◆ Work request ◆
Would you work out how many of the lines below hold "dead" and reply with nothing but the number?
──────── Supplied records ────────
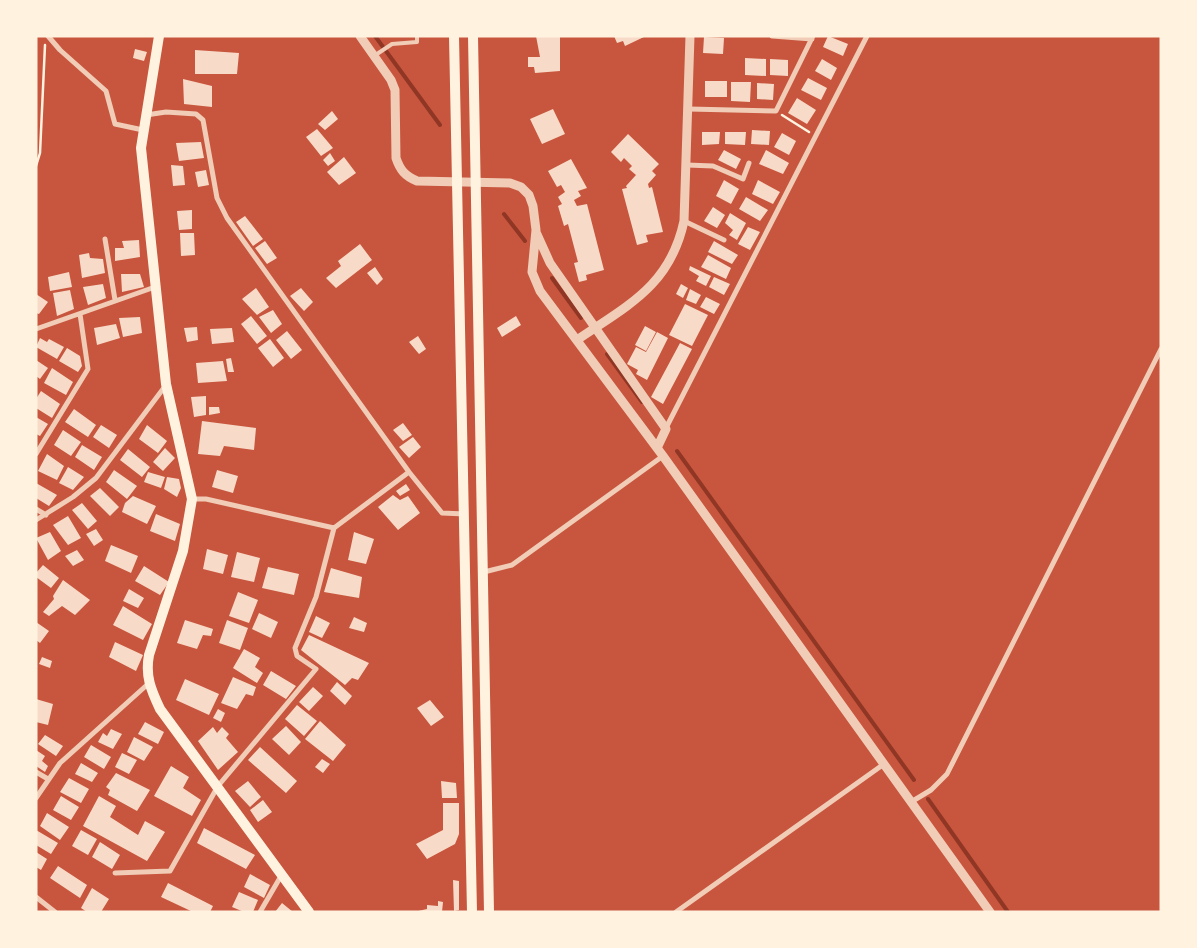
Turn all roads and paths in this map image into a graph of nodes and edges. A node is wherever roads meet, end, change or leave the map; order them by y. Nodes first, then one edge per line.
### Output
1 (46, 36) edge
2 (160, 36) edge
3 (360, 36) edge
4 (417, 36) edge
5 (454, 36) edge
6 (473, 36) edge
7 (690, 36) edge
8 (772, 36) edge
9 (867, 36) edge
10 (812, 38) edge
11 (377, 53) junction
12 (689, 109) junction
13 (776, 111) junction
14 (146, 115) junction
15 (142, 130) junction
16 (816, 137) junction
17 (749, 163) dead end
18 (687, 165) junction
19 (36, 166) edge
20 (457, 182) junction
21 (477, 182) junction
22 (684, 221) junction
23 (536, 230) junction
24 (105, 239) dead end
25 (724, 240) dead end
26 (155, 287) junction
27 (114, 300) junction
28 (80, 314) junction
29 (596, 327) junction
30 (36, 329) edge
31 (577, 340) junction
32 (1161, 349) edge
33 (166, 384) junction
34 (666, 429) junction
35 (657, 448) junction
36 (36, 454) edge
37 (663, 456) junction
38 (409, 472) junction
39 (192, 499) junction
40 (36, 509) edge
41 (465, 514) junction
42 (46, 515) junction
43 (36, 520) edge
44 (334, 528) junction
45 (484, 572) junction
46 (148, 684) junction
47 (884, 764) junction
48 (36, 772) edge
49 (48, 779) junction
50 (218, 786) junction
51 (36, 798) edge
52 (912, 802) junction
53 (115, 872) dead end
54 (282, 875) junction
55 (36, 897) edge
56 (54, 911) edge
57 (260, 912) edge
58 (309, 912) edge
59 (472, 912) edge
60 (489, 912) edge
61 (676, 912) edge
62 (990, 912) edge

1 - 15 street
1 - 19 path
2 - 14 main road
3 - 11 street
4 - 11 lane
5 - 20 main road
6 - 21 main road
7 - 12 street
8 - 10 street
9 - 16 street
10 - 13 street
11 - 20 street
12 - 13 street
12 - 18 street
13 - 16 path
14 - 15 main road
14 - 38 street
15 - 26 main road
16 - 34 street
17 - 18 street
18 - 22 street
20 - 21 street
20 - 41 main road
21 - 23 street
21 - 45 main road
22 - 25 street
22 - 29 street
23 - 29 street
23 - 31 street
24 - 27 street
26 - 27 street
26 - 33 main road
27 - 28 street
28 - 30 street
28 - 36 street
29 - 31 street
29 - 34 street
31 - 35 street
32 - 52 street
33 - 39 main road
33 - 42 street
34 - 35 street
35 - 37 street
37 - 45 street
37 - 47 street
38 - 41 street
38 - 44 street
39 - 44 street
39 - 46 main road
40 - 42 street
41 - 59 main road
42 - 43 street
44 - 50 street
45 - 60 main road
46 - 49 street
46 - 50 main road
47 - 52 street
47 - 61 street
48 - 49 street
49 - 51 street
50 - 53 street
50 - 54 main road
52 - 62 street
54 - 57 street
54 - 58 main road
55 - 56 street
────────
◆ Solution to this task ◆
4